*** Begin section ***

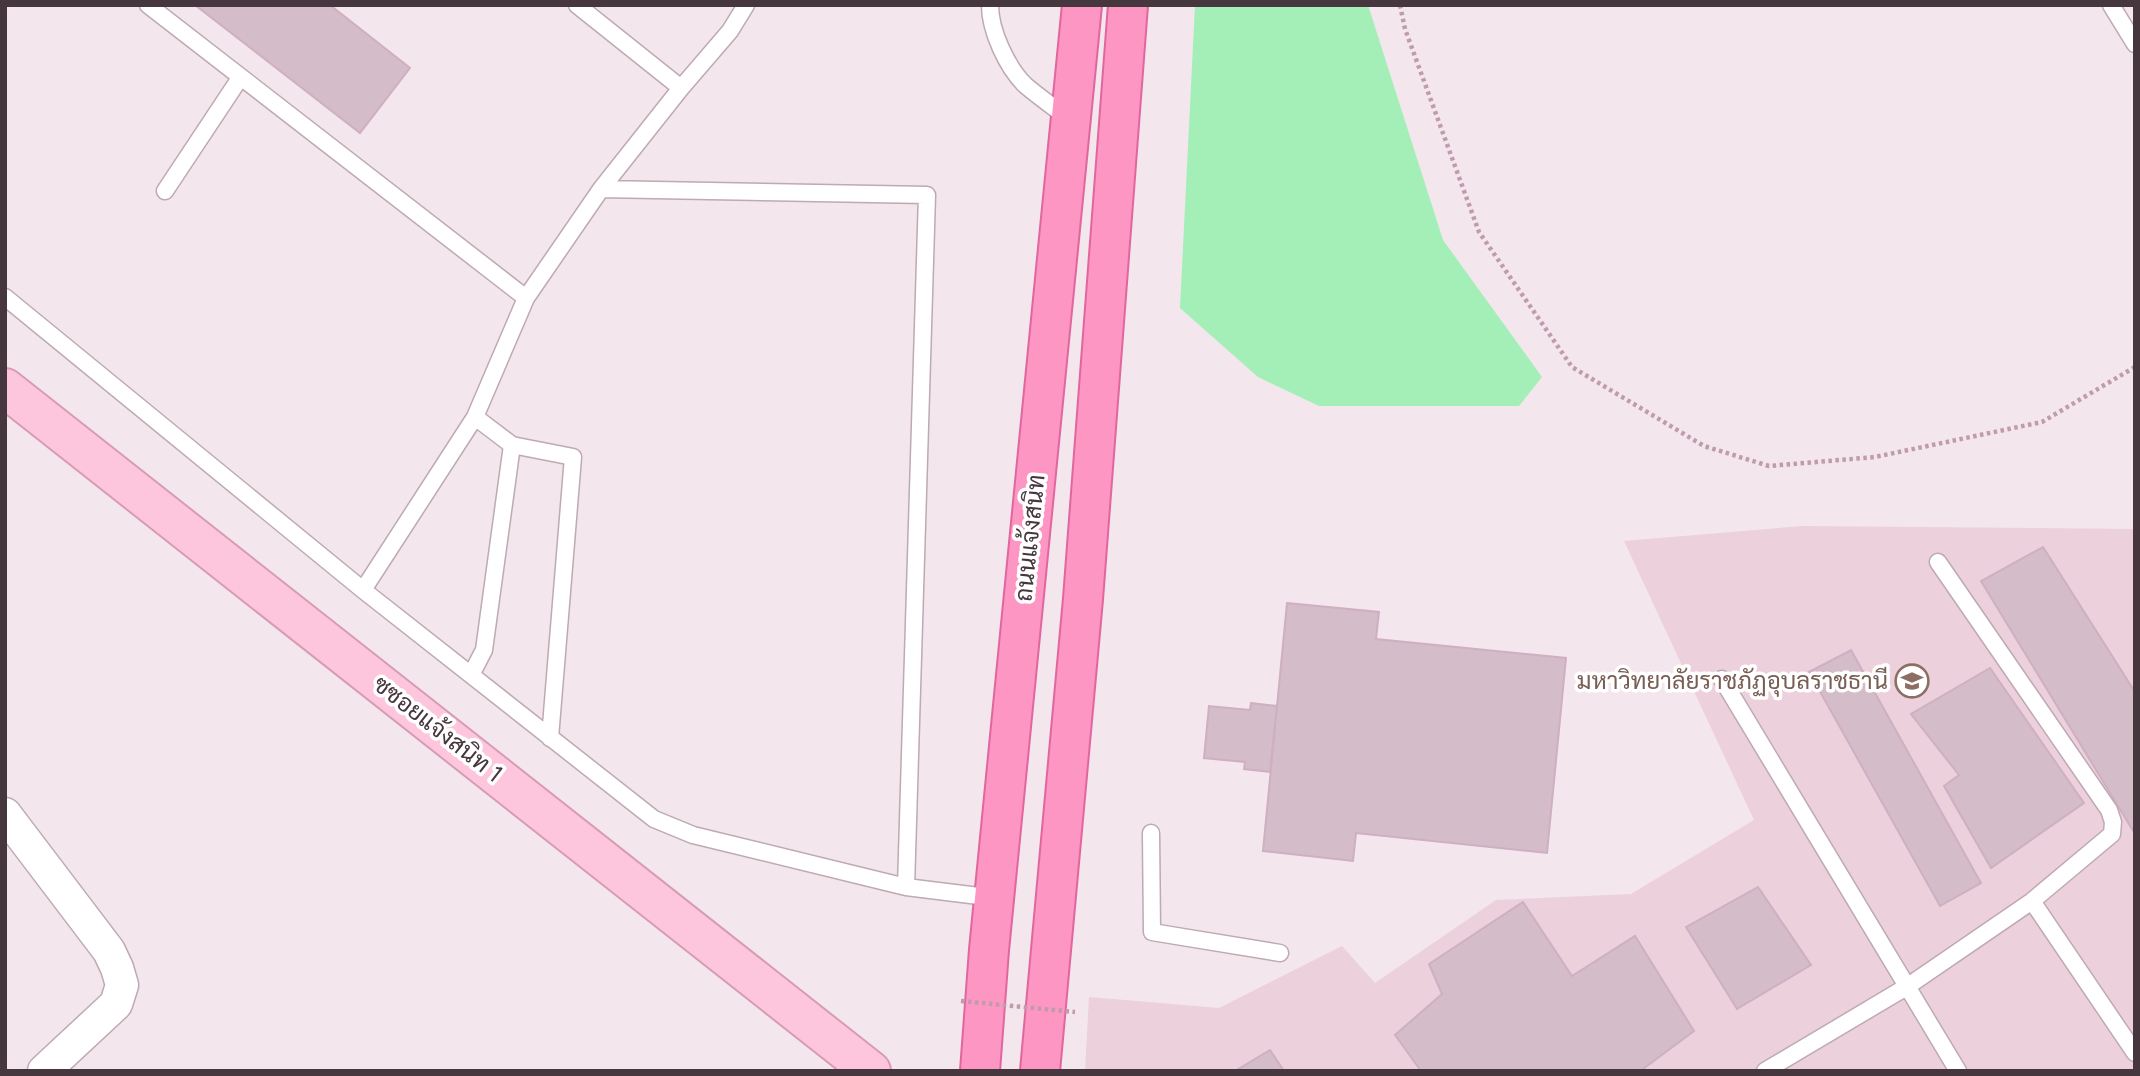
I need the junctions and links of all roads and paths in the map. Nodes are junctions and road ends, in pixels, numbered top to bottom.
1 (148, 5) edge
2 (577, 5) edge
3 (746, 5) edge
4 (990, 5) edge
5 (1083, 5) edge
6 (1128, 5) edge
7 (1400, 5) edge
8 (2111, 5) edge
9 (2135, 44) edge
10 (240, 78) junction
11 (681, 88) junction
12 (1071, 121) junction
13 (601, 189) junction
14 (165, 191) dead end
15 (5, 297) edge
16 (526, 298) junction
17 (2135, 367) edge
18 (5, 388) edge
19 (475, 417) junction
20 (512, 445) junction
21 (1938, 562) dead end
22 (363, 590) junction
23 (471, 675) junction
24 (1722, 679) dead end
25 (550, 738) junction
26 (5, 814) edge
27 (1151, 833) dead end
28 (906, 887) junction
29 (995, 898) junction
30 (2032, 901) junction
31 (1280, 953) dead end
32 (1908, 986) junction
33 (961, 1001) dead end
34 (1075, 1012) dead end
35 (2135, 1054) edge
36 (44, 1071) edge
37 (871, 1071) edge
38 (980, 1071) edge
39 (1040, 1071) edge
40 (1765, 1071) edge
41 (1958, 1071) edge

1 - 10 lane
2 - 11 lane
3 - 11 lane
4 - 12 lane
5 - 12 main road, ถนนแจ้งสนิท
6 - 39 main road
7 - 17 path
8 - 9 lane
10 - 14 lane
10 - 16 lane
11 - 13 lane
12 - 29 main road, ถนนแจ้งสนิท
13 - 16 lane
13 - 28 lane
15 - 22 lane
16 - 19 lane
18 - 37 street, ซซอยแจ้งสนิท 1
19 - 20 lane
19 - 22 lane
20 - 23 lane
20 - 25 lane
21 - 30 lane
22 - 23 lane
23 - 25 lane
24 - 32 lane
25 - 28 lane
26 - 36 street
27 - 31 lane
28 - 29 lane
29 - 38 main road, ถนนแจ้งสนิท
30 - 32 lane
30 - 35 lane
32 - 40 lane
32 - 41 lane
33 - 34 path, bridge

*** End section ***

## What you are asked to do
Copy out each line of the data exactly as it reads; skip the pictures.

## Final answer
I need the junctions and links of all roads and paths in the map. Nodes are junctions and road ends, in pixels, numbered top to bottom.
1 (148, 5) edge
2 (577, 5) edge
3 (746, 5) edge
4 (990, 5) edge
5 (1083, 5) edge
6 (1128, 5) edge
7 (1400, 5) edge
8 (2111, 5) edge
9 (2135, 44) edge
10 (240, 78) junction
11 (681, 88) junction
12 (1071, 121) junction
13 (601, 189) junction
14 (165, 191) dead end
15 (5, 297) edge
16 (526, 298) junction
17 (2135, 367) edge
18 (5, 388) edge
19 (475, 417) junction
20 (512, 445) junction
21 (1938, 562) dead end
22 (363, 590) junction
23 (471, 675) junction
24 (1722, 679) dead end
25 (550, 738) junction
26 (5, 814) edge
27 (1151, 833) dead end
28 (906, 887) junction
29 (995, 898) junction
30 (2032, 901) junction
31 (1280, 953) dead end
32 (1908, 986) junction
33 (961, 1001) dead end
34 (1075, 1012) dead end
35 (2135, 1054) edge
36 (44, 1071) edge
37 (871, 1071) edge
38 (980, 1071) edge
39 (1040, 1071) edge
40 (1765, 1071) edge
41 (1958, 1071) edge

1 - 10 lane
2 - 11 lane
3 - 11 lane
4 - 12 lane
5 - 12 main road, ถนนแจ้งสนิท
6 - 39 main road
7 - 17 path
8 - 9 lane
10 - 14 lane
10 - 16 lane
11 - 13 lane
12 - 29 main road, ถนนแจ้งสนิท
13 - 16 lane
13 - 28 lane
15 - 22 lane
16 - 19 lane
18 - 37 street, ซซอยแจ้งสนิท 1
19 - 20 lane
19 - 22 lane
20 - 23 lane
20 - 25 lane
21 - 30 lane
22 - 23 lane
23 - 25 lane
24 - 32 lane
25 - 28 lane
26 - 36 street
27 - 31 lane
28 - 29 lane
29 - 38 main road, ถนนแจ้งสนิท
30 - 32 lane
30 - 35 lane
32 - 40 lane
32 - 41 lane
33 - 34 path, bridge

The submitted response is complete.